少年金色的眼眸半睁半闭,修长的手指在游戏机上灵活操作,他穿着红色运动服,胸前的黄色号码牌在晨光中格外醒目,领口随意地敞开着,露出纤细的锁骨,脚上的运动鞋倒是崭新得发亮,看起来像是为了今天特意准备的。
“研磨?你怎么来了?!”黑尾纱季这才注意到家里的第三个人,惊讶得差点被自己的运动鞋带绊倒。
“顺路。”孤爪研磨头也不抬地回答,声音里带着明显的困意,眼角还挂着未干的泪痕,他的游戏机里传来熟悉的电子音效,是最近很流行的那款rpg游戏。
黑尾铁朗挑起眉毛:“”你家就在隔壁,这也叫顺路?“”
“......小黑你太吵了。”孤爪研磨将游戏机塞进口袋,转身推开大门时打了个小小的哈欠:“走了,要迟到了。”
初夏的晨风裹挟着青草香气拂面而来。黑尾纱季走在两个男生中间,一边听着哥哥絮絮叨叨的叮嘱“热身运动一定要做充分”“跑完不要立刻坐下”“记得补充水分”,一边偷瞄始终沉默的孤爪研磨。
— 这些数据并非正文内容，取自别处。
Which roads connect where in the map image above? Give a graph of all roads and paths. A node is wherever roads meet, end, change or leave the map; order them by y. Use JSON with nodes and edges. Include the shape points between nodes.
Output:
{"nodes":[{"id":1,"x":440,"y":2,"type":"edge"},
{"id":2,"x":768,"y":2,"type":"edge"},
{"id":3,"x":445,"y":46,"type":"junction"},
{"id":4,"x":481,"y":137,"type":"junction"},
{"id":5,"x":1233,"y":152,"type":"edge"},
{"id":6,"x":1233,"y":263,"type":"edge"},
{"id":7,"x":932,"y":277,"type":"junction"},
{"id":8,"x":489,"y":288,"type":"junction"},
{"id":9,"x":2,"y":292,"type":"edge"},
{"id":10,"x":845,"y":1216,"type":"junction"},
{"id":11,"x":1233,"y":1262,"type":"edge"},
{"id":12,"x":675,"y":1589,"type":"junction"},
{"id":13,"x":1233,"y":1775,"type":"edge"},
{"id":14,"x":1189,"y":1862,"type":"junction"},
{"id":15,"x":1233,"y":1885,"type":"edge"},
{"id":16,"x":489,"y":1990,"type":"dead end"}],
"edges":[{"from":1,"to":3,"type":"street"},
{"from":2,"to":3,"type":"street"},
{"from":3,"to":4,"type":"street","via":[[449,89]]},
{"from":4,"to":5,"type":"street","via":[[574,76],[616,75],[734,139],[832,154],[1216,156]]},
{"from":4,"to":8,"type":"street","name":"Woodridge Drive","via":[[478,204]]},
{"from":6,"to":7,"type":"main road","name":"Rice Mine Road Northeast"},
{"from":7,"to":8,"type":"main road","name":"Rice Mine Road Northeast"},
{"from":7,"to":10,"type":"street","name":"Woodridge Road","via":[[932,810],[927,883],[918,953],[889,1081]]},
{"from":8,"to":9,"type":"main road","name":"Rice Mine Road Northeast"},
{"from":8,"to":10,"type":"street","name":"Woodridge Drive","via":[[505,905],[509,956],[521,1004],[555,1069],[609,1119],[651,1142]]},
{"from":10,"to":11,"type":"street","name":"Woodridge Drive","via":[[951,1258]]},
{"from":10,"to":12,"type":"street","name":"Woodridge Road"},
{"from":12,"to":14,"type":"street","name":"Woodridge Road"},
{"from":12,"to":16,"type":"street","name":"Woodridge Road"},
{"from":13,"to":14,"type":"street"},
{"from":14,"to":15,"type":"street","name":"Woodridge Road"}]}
少年金色的发丝在阳光下泛着柔和的光泽,只有在黑尾纱季差点被翘起的地砖绊倒时,他才不动声色地拽了一下她的书包带,动作轻得几乎难以察觉。
当三人抵达学校时,校园已经沸腾起来。
四色彩旗在微风中猎猎作响,广播里播放着令人热血沸腾的进行曲。
各个班级的学生们穿着不同颜色的运动服,像一片片移动的花海,黑尾纱季低头看了看胸前的红色号码牌,突然意识到什么:“等等,研磨你在黄组?!我们是对手?!!!”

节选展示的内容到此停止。